[Stored data]
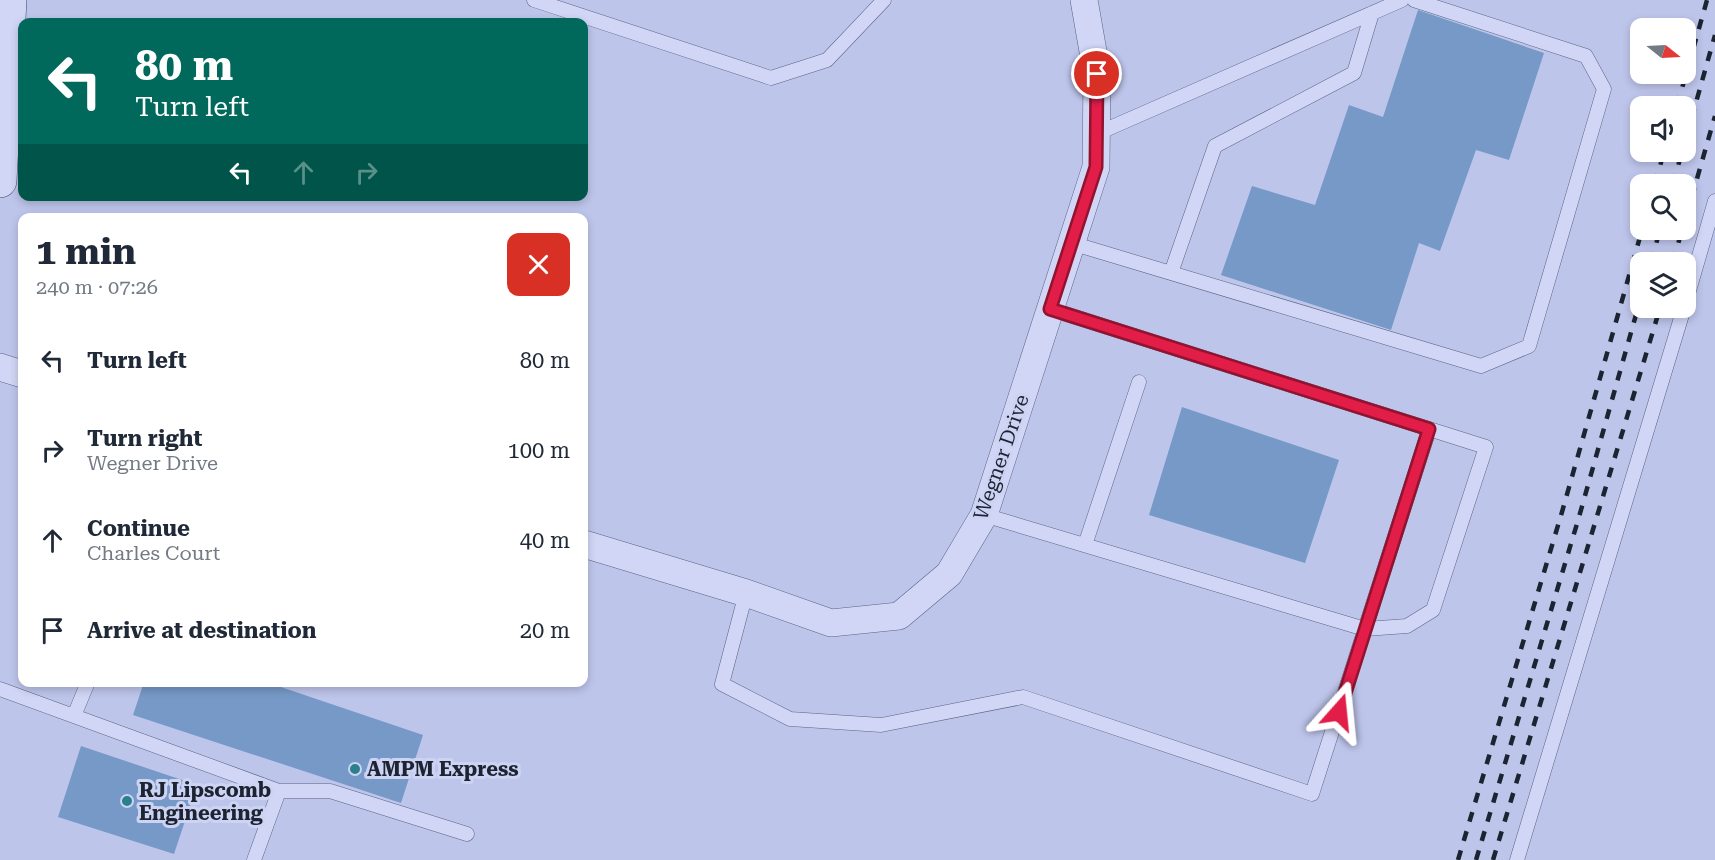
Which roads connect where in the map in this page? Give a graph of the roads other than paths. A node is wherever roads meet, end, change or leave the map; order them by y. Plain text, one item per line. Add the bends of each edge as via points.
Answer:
1 (10, 0) edge
2 (534, 0) edge
3 (884, 0) edge
4 (1084, 0) edge
5 (1402, 0) edge
6 (1414, 0) edge
7 (1372, 14) junction
8 (1096, 134) junction
9 (0, 181) edge
10 (1715, 201) edge
11 (1071, 243) junction
12 (1696, 267) edge
13 (1171, 273) junction
14 (1050, 309) junction
15 (1681, 318) edge
16 (0, 367) edge
17 (18, 373) edge
18 (1139, 382) dead end
19 (1429, 429) junction
20 (984, 515) junction
21 (588, 545) edge
22 (1085, 545) junction
23 (746, 593) junction
24 (1365, 629) junction
25 (86, 687) edge
26 (0, 689) edge
27 (74, 716) junction
28 (279, 791) junction
29 (467, 834) dead end
30 (254, 860) edge
31 (1517, 860) edge

1 - 9 main road
2 - 3 lane via 771,78 827,60
4 - 8 street, Wegner Drive via 1097,74
5 - 7 lane
6 - 13 lane via 1586,56 1604,89 1529,346 1481,366
7 - 8 lane
7 - 13 lane via 1354,73 1215,146
8 - 11 street, Wegner Drive via 1096,167
10 - 12 lane
11 - 13 lane
11 - 14 street, Wegner Drive
14 - 19 lane
14 - 20 street, Wegner Drive
15 - 31 lane
16 - 17 street
18 - 22 lane
19 - 24 lane
19 - 24 lane via 1486,447 1433,610 1407,626
20 - 22 lane
20 - 23 street, Wegner Drive via 950,574 899,616 831,623
21 - 23 street, Wegner Drive
22 - 24 lane
23 - 24 lane via 722,684 790,719 881,725 1023,698 1312,794
25 - 27 lane
26 - 27 lane
27 - 28 lane
28 - 29 lane via 330,791
28 - 30 lane

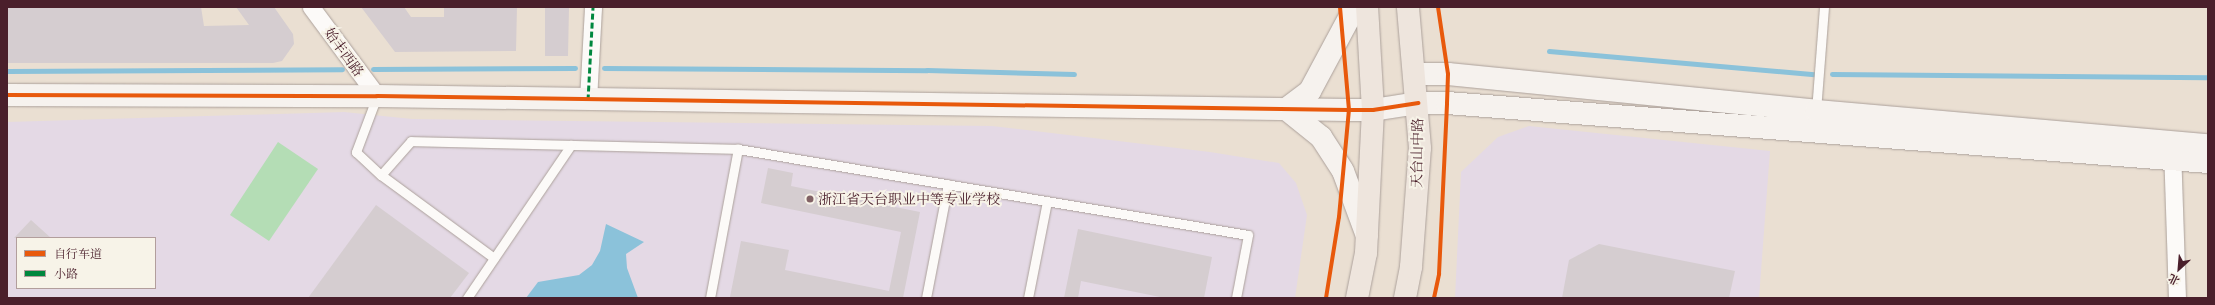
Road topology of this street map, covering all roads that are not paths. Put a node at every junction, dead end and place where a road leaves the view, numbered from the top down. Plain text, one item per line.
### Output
1 (311, 7) edge
2 (594, 7) edge
3 (1355, 7) edge
4 (1367, 7) edge
5 (1408, 7) edge
6 (1824, 7) edge
7 (1415, 74) junction
8 (7, 95) edge
9 (377, 96) junction
10 (588, 100) junction
11 (1418, 103) junction
12 (1286, 109) junction
13 (1373, 110) junction
14 (1816, 111) junction
15 (571, 145) junction
16 (2208, 145) edge
17 (738, 150) junction
18 (2172, 151) junction
19 (2208, 162) edge
20 (381, 175) junction
21 (948, 184) junction
22 (1047, 201) junction
23 (1367, 236) junction
24 (494, 258) junction
25 (467, 298) edge
26 (710, 298) edge
27 (926, 298) edge
28 (1028, 298) edge
29 (1236, 298) edge
30 (1357, 298) edge
31 (1405, 298) edge
32 (2176, 298) edge

1 - 9 street, 始丰西路
2 - 10 street
3 - 12 street
4 - 13 main road
5 - 7 main road, 天台山中路
6 - 14 lane
7 - 11 main road, 天台山中路
7 - 14 street
8 - 9 street
9 - 10 street
9 - 20 lane
10 - 12 street
11 - 13 street
11 - 18 street
11 - 31 main road, 天台山中路
12 - 13 street
12 - 23 street
13 - 23 main road
14 - 18 street
15 - 17 lane
15 - 20 lane
15 - 24 lane
16 - 18 street
17 - 21 lane
17 - 26 lane
18 - 19 street
18 - 32 street
20 - 24 lane
21 - 22 lane
21 - 27 lane
22 - 28 lane
22 - 29 lane
23 - 30 main road
24 - 25 lane

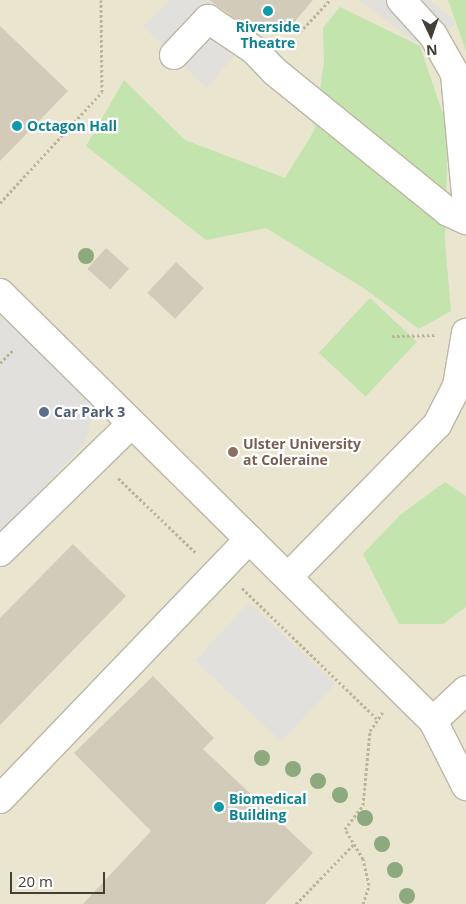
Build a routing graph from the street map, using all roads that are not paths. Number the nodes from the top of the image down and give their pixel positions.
1 (401, 0) edge
2 (174, 55) dead end
3 (466, 195) edge
4 (466, 220) edge
5 (0, 293) edge
6 (466, 334) edge
7 (130, 424) junction
8 (249, 539) junction
9 (0, 552) edge
10 (288, 577) junction
11 (466, 690) edge
12 (434, 721) junction
13 (466, 786) edge
14 (0, 799) edge

1 - 3 lane
2 - 4 lane
5 - 7 lane
6 - 10 lane
7 - 8 lane
7 - 9 lane
8 - 10 lane
8 - 14 lane
10 - 12 lane
11 - 12 lane
12 - 13 lane

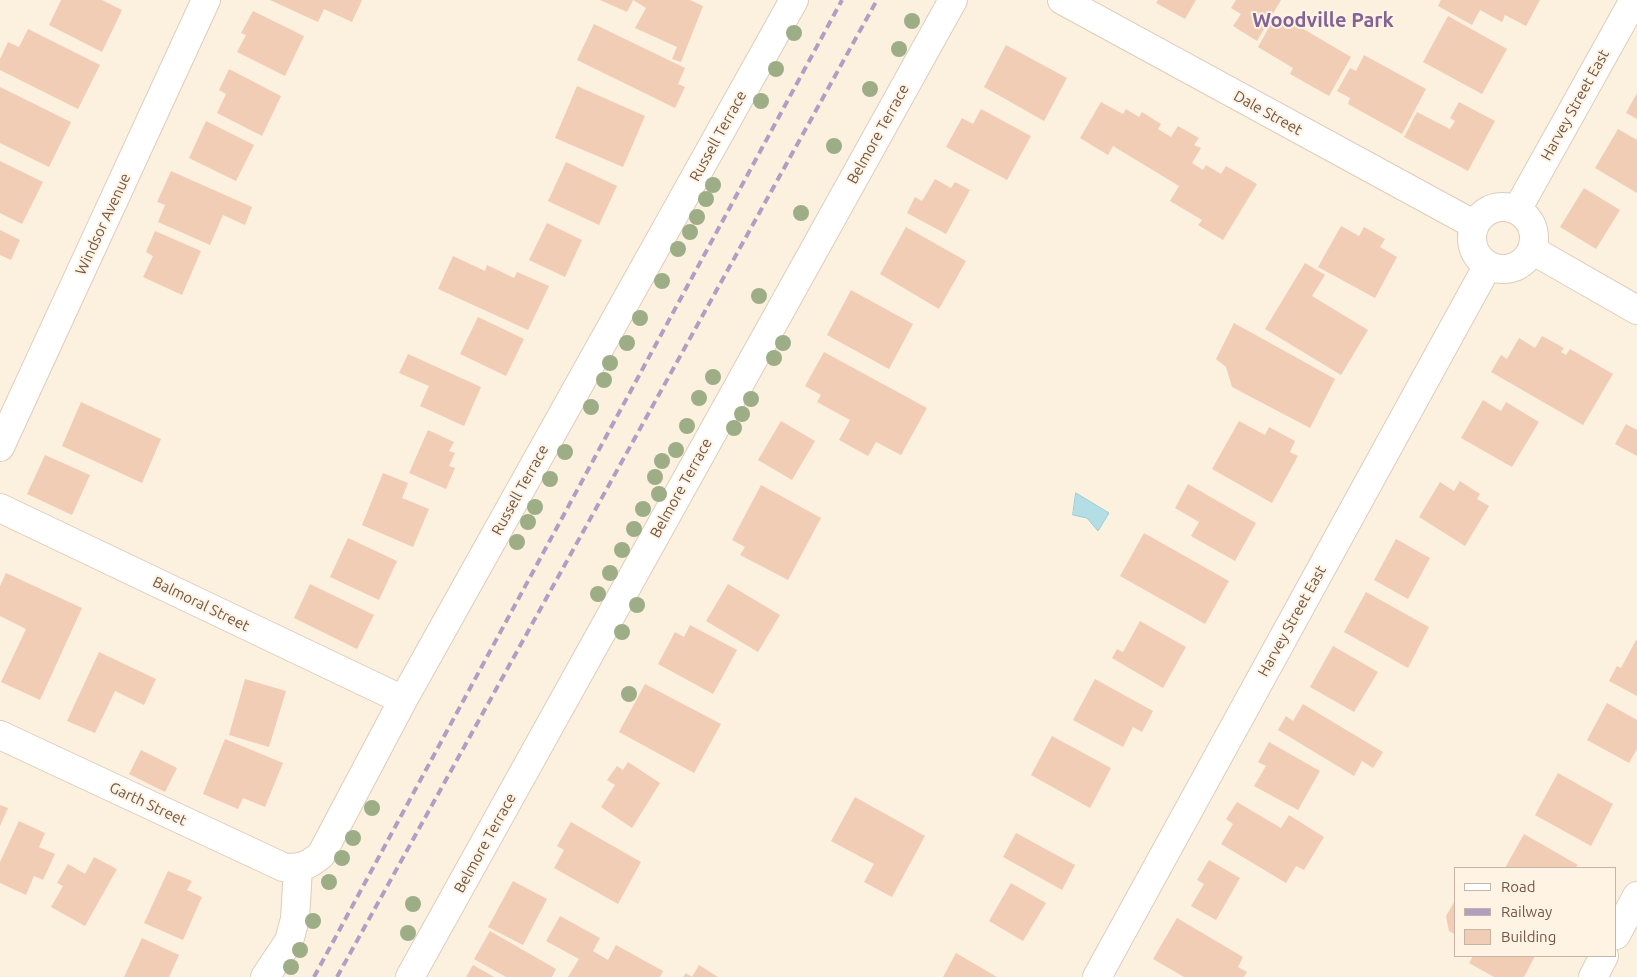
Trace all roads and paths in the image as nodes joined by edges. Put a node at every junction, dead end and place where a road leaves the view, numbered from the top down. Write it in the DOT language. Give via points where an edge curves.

What is needed> What is needed is a word-for-word copy of the data, minus its pictures.

Task answer>
Which roads connect where in the map in this page? Give a graph of the roads other than paths. A node is wherever roads meet, end, change or leave the map; order them by y. Plain text, one item per line. Add the bends of each edge as via points.
Answer:
1 (10, 0) edge
2 (534, 0) edge
3 (884, 0) edge
4 (1084, 0) edge
5 (1402, 0) edge
6 (1414, 0) edge
7 (1372, 14) junction
8 (1096, 134) junction
9 (0, 181) edge
10 (1715, 201) edge
11 (1071, 243) junction
12 (1696, 267) edge
13 (1171, 273) junction
14 (1050, 309) junction
15 (1681, 318) edge
16 (0, 367) edge
17 (18, 373) edge
18 (1139, 382) dead end
19 (1429, 429) junction
20 (984, 515) junction
21 (588, 545) edge
22 (1085, 545) junction
23 (746, 593) junction
24 (1365, 629) junction
25 (86, 687) edge
26 (0, 689) edge
27 (74, 716) junction
28 (279, 791) junction
29 (467, 834) dead end
30 (254, 860) edge
31 (1517, 860) edge

1 - 9 main road
2 - 3 lane via 771,78 827,60
4 - 8 street, Wegner Drive via 1097,74
5 - 7 lane
6 - 13 lane via 1586,56 1604,89 1529,346 1481,366
7 - 8 lane
7 - 13 lane via 1354,73 1215,146
8 - 11 street, Wegner Drive via 1096,167
10 - 12 lane
11 - 13 lane
11 - 14 street, Wegner Drive
14 - 19 lane
14 - 20 street, Wegner Drive
15 - 31 lane
16 - 17 street
18 - 22 lane
19 - 24 lane
19 - 24 lane via 1486,447 1433,610 1407,626
20 - 22 lane
20 - 23 street, Wegner Drive via 950,574 899,616 831,623
21 - 23 street, Wegner Drive
22 - 24 lane
23 - 24 lane via 722,684 790,719 881,725 1023,698 1312,794
25 - 27 lane
26 - 27 lane
27 - 28 lane
28 - 29 lane via 330,791
28 - 30 lane

Road topology of this street map, covering all roads that are not paths. Put a node at every junction, dead end and place where a road leaves the view, numbered from the top down. Plain text, one item per line.
### Output
1 (311, 7) edge
2 (594, 7) edge
3 (1355, 7) edge
4 (1367, 7) edge
5 (1408, 7) edge
6 (1824, 7) edge
7 (1415, 74) junction
8 (7, 95) edge
9 (377, 96) junction
10 (588, 100) junction
11 (1418, 103) junction
12 (1286, 109) junction
13 (1373, 110) junction
14 (1816, 111) junction
15 (571, 145) junction
16 (2208, 145) edge
17 (738, 150) junction
18 (2172, 151) junction
19 (2208, 162) edge
20 (381, 175) junction
21 (948, 184) junction
22 (1047, 201) junction
23 (1367, 236) junction
24 (494, 258) junction
25 (467, 298) edge
26 (710, 298) edge
27 (926, 298) edge
28 (1028, 298) edge
29 (1236, 298) edge
30 (1357, 298) edge
31 (1405, 298) edge
32 (2176, 298) edge

1 - 9 street, 始丰西路
2 - 10 street
3 - 12 street
4 - 13 main road
5 - 7 main road, 天台山中路
6 - 14 lane
7 - 11 main road, 天台山中路
7 - 14 street
8 - 9 street
9 - 10 street
9 - 20 lane
10 - 12 street
11 - 13 street
11 - 18 street
11 - 31 main road, 天台山中路
12 - 13 street
12 - 23 street
13 - 23 main road
14 - 18 street
15 - 17 lane
15 - 20 lane
15 - 24 lane
16 - 18 street
17 - 21 lane
17 - 26 lane
18 - 19 street
18 - 32 street
20 - 24 lane
21 - 22 lane
21 - 27 lane
22 - 28 lane
22 - 29 lane
23 - 30 main road
24 - 25 lane

Build a routing graph from the street map, using all roads that are not paths. Number the nodes from the top of the image down and give their pixel positions.
1 (401, 0) edge
2 (174, 55) dead end
3 (466, 195) edge
4 (466, 220) edge
5 (0, 293) edge
6 (466, 334) edge
7 (130, 424) junction
8 (249, 539) junction
9 (0, 552) edge
10 (288, 577) junction
11 (466, 690) edge
12 (434, 721) junction
13 (466, 786) edge
14 (0, 799) edge

1 - 3 lane
2 - 4 lane
5 - 7 lane
6 - 10 lane
7 - 8 lane
7 - 9 lane
8 - 10 lane
8 - 14 lane
10 - 12 lane
11 - 12 lane
12 - 13 lane

Trace all roads and paths in the image as nodes joined by edges. Put a node at every junction, dead end and place where a road leaves the view, numbered from the top down. Write it in the DOT language. Give via points where an edge curves.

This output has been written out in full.